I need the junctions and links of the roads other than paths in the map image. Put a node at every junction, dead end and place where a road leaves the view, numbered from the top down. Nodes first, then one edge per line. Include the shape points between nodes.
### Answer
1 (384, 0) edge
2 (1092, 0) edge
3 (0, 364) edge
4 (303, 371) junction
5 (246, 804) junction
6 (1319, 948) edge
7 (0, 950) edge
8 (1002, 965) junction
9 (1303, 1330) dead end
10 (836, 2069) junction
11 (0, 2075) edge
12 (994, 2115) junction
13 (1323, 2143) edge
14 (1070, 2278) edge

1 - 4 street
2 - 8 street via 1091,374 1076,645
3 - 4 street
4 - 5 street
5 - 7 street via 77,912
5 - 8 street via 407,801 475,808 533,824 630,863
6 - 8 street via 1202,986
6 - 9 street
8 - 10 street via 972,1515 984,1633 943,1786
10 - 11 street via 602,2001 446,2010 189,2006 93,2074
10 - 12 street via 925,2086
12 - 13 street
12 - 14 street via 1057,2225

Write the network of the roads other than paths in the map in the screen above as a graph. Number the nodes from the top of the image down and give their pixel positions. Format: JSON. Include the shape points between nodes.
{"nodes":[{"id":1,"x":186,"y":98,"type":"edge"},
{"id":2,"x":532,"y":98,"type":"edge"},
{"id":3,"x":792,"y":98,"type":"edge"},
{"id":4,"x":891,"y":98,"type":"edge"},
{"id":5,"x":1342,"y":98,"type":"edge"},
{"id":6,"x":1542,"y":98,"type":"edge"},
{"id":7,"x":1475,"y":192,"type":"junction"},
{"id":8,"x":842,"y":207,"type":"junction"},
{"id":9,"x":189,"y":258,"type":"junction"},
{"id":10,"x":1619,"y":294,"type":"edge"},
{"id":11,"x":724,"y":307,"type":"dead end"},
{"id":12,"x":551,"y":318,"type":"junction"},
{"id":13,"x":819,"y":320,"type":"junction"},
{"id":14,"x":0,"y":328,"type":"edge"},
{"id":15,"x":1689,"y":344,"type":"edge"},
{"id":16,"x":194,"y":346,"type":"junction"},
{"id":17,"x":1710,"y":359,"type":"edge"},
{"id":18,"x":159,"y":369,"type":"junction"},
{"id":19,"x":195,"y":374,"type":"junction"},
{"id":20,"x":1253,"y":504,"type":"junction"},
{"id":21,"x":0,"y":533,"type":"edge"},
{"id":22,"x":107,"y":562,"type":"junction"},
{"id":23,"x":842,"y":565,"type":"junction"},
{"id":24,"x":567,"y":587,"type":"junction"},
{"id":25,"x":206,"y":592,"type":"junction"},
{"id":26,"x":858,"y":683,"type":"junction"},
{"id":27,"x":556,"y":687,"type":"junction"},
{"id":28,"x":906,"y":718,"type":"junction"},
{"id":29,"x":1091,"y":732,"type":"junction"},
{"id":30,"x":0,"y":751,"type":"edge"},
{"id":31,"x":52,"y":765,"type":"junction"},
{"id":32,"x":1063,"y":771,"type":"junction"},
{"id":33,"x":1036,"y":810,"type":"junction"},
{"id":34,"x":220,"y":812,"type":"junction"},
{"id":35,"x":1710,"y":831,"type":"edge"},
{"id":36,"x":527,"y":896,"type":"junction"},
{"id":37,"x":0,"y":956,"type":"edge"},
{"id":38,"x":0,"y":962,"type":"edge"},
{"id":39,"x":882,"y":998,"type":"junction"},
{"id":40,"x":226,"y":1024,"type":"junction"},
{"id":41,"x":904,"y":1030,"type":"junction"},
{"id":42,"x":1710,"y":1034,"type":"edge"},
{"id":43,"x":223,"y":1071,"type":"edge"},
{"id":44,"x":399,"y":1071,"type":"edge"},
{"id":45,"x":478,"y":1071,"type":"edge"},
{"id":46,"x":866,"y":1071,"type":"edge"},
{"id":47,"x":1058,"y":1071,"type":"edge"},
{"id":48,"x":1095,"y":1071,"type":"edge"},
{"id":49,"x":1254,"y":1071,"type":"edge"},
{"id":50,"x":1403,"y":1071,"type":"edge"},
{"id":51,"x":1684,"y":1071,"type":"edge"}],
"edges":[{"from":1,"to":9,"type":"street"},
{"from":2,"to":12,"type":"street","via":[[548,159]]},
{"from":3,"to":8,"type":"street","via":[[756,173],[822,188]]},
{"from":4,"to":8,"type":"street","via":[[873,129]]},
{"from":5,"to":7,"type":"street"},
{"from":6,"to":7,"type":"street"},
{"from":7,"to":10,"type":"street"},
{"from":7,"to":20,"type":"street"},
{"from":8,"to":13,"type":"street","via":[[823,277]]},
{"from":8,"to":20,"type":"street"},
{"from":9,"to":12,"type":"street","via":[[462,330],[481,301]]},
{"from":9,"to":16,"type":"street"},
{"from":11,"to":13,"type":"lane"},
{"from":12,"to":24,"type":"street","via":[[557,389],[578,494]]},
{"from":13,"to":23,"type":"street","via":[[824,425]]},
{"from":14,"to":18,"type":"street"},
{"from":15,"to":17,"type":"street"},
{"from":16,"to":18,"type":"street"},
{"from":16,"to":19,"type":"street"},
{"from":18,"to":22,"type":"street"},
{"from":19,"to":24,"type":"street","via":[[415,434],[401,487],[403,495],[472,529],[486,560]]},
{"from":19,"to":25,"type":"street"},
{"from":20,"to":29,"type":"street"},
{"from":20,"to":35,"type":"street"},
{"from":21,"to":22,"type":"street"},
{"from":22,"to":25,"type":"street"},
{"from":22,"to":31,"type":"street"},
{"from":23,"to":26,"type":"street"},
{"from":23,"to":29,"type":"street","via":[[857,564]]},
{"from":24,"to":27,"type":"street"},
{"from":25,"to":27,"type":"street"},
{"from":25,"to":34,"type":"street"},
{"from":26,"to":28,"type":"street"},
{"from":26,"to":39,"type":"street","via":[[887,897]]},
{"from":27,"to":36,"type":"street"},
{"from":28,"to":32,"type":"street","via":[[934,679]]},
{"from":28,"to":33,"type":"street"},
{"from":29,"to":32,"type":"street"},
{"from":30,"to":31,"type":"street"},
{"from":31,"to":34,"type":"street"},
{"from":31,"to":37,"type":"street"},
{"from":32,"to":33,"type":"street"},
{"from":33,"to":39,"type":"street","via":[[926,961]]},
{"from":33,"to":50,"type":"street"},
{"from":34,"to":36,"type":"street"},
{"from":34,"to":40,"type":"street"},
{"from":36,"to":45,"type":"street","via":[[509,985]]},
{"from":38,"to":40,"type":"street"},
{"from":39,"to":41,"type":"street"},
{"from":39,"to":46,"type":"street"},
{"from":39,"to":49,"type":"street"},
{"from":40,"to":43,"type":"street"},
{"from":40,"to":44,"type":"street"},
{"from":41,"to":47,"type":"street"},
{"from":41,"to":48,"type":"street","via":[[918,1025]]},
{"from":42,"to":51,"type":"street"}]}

-----

## INSTRUCTIONS TO FOLLOW
Whenever a line in the listing above includes the word "nodes", return that line.

## EXPECTED ANSWER
I need the junctions and links of the roads other than paths in the map image. Put a node at every junction, dead end and place where a road leaves the view, numbered from the top down. Nodes first, then one edge per line. Include the shape points between nodes.
Write the network of the roads other than paths in the map in the screen above as a graph. Number the nodes from the top of the image down and give their pixel positions. Format: JSON. Include the shape points between nodes.
{"nodes":[{"id":1,"x":186,"y":98,"type":"edge"},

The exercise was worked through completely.